In Openfire 3.5.0, we have added two new features to address security concerns! One of these features is security auditing. We've had packet auditing in Openfire for quite some time now, but that only addresses communication amongst users of your Openfire server. What the security auditing functionality provides is logging of administrative activities performed via the Admin Console. Any action you perform that changes the server's configuration, adds, removes, or edits users and groups, or any number of things, will be logged into the security auditor database. On top of that, we've implemented this via provider functionality just like the user providers.

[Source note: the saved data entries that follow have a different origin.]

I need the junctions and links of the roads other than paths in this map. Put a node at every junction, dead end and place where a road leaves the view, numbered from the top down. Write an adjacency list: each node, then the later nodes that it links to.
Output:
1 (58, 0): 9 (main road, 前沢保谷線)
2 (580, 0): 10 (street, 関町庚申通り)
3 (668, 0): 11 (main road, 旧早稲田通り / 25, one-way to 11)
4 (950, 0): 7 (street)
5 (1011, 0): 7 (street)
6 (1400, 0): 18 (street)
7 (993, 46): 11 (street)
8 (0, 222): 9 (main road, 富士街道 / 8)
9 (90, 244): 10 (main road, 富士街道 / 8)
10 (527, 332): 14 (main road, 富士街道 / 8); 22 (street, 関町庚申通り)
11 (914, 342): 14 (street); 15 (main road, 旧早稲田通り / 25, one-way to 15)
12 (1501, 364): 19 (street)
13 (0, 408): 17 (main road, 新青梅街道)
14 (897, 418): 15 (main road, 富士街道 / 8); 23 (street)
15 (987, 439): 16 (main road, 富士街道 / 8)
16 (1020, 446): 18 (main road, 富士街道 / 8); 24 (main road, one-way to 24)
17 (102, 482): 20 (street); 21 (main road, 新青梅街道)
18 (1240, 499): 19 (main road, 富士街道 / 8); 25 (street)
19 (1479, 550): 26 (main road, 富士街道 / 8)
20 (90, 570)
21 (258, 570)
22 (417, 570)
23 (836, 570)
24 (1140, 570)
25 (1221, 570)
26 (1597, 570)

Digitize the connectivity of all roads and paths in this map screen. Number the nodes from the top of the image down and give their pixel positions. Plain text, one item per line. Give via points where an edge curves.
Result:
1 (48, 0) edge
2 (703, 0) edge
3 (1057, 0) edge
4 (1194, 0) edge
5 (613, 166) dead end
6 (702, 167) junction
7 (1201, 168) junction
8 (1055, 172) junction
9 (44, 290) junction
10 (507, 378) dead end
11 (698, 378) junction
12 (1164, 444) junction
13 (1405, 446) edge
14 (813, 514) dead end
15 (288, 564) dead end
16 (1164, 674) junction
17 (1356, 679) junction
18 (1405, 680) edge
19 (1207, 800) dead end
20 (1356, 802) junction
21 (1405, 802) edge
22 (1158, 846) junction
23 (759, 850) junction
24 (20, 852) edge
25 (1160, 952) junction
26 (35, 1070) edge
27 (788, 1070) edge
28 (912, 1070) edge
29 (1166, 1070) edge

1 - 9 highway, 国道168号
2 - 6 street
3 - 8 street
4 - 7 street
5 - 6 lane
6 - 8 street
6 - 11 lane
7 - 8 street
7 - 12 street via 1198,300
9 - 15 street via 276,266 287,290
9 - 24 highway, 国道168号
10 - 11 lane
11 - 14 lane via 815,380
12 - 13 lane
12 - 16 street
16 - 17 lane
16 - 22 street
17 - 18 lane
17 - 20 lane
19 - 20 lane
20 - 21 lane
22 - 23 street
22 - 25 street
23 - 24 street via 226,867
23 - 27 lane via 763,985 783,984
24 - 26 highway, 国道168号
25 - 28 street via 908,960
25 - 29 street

What this means is that if you have a custom place you'd like to be logging audit events, or perhaps wanted to write some sort of sms event triggering implementation, you can do that and plug it into the existing infrastructure.
Beyond the security auditing, we have implemented the ability to lock out (disable) accounts. By default, you can lock out accounts for certain periods of time, use delayed starts, or lock them out until manually unlocked. You will find the option to lock out a user while viewing their account in the admin console. Just like with the security auditor, the implementation uses a provider, so that you can implement whatever source you might have for disabled accounts.
The APIs should be pretty flexible and enable developers to build whatever solutions they might need around these two concepts! I will be posting some more details in the Openfire Dev forum in the near future to go over some of the details and other API improvements. We hope that you will enjoy the new functionality when 3.5.0 is released!